To do:
Isolate every line in the data with the string "wrist" and copy it.

(Stored items from a collection)

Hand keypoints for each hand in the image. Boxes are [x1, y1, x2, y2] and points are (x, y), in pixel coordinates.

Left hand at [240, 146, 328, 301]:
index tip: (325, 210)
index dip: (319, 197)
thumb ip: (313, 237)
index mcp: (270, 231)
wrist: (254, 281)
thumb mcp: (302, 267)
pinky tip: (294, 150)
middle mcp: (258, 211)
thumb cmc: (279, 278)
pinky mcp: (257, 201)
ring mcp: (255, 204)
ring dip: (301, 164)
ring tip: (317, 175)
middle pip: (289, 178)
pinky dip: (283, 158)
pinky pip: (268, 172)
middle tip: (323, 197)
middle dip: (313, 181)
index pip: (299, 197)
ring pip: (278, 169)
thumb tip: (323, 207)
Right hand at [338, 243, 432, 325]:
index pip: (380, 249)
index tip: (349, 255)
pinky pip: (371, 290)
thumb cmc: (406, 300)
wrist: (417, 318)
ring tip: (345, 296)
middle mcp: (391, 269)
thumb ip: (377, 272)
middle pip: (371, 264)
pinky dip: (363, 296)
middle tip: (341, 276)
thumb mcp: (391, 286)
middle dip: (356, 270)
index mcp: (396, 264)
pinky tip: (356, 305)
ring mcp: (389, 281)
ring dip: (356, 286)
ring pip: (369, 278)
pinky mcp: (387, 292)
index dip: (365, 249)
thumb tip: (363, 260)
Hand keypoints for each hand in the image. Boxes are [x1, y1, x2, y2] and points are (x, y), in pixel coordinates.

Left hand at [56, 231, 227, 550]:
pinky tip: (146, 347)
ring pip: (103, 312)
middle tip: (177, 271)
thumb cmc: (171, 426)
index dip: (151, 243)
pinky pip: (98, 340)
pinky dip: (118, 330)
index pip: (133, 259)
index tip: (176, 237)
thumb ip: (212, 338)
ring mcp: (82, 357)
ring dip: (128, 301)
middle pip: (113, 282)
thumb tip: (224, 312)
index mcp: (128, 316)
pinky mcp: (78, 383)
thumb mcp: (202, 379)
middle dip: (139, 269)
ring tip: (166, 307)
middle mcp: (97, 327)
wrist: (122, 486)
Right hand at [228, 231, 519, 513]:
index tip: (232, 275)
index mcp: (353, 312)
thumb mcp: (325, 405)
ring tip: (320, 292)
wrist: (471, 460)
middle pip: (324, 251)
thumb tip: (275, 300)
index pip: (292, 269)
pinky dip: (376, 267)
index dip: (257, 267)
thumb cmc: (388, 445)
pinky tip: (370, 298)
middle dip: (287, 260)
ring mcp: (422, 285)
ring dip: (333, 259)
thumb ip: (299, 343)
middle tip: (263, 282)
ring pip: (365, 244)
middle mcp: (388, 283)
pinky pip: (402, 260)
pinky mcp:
...
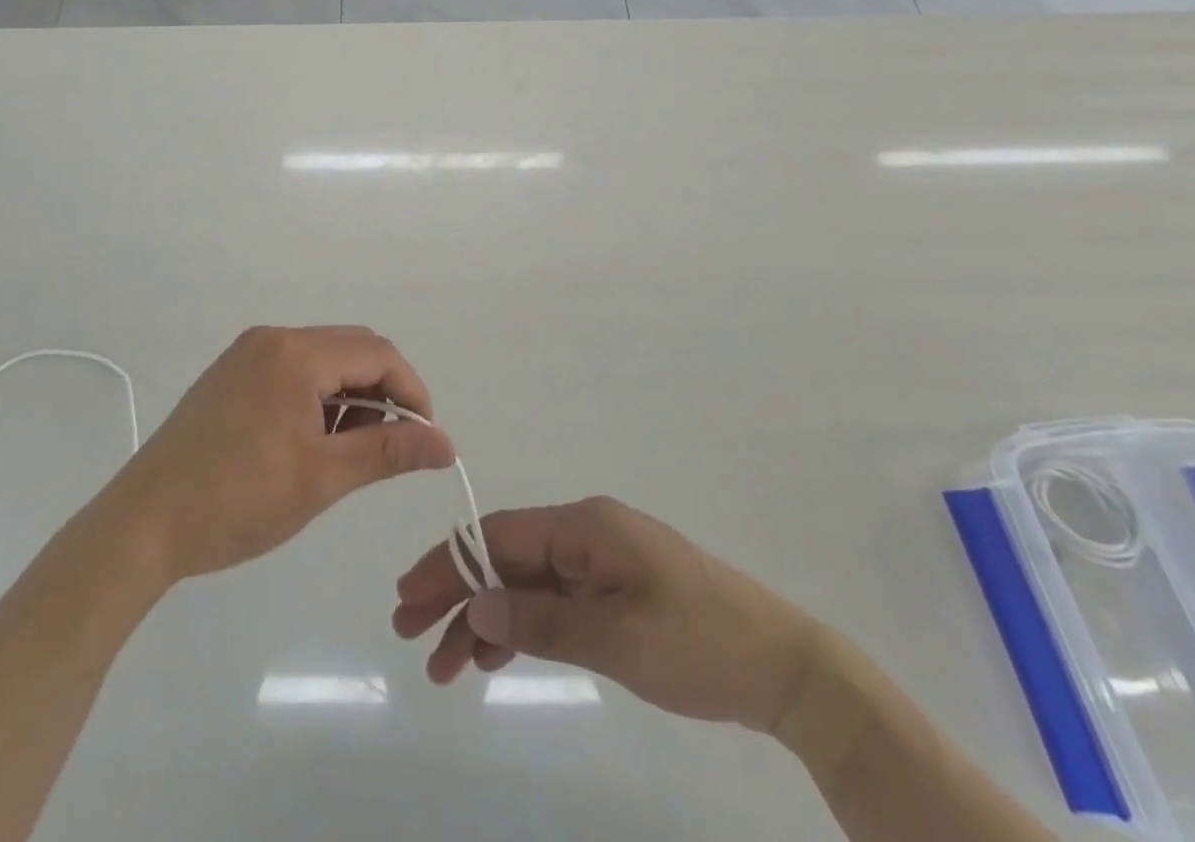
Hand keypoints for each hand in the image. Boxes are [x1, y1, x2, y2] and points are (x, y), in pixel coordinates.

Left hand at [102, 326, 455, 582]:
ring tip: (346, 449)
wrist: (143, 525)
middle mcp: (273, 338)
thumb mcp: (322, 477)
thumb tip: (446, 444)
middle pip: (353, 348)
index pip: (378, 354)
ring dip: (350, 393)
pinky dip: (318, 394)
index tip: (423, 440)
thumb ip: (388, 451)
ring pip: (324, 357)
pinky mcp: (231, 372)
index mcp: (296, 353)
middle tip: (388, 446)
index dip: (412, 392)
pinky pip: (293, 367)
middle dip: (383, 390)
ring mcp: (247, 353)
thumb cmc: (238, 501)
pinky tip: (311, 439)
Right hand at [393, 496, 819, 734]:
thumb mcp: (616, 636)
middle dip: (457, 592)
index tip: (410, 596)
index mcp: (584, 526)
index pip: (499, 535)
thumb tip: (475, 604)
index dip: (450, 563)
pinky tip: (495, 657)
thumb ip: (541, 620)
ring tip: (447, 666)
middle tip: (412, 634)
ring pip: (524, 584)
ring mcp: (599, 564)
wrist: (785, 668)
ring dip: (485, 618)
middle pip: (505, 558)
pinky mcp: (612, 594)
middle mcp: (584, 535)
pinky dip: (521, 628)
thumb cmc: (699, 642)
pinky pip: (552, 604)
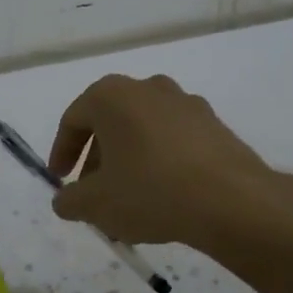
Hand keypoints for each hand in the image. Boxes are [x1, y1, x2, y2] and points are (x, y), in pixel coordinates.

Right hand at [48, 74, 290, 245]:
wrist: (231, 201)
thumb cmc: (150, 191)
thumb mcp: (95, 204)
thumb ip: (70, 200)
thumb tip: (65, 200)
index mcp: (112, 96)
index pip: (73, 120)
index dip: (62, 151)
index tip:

Solution to the exercise:
wrist: (254, 281)
wrist: (417, 318)
wrist: (122, 486)
wrist: (471, 460)
wrist: (143, 525)
wrist: (785, 668)
wrist: (231, 201)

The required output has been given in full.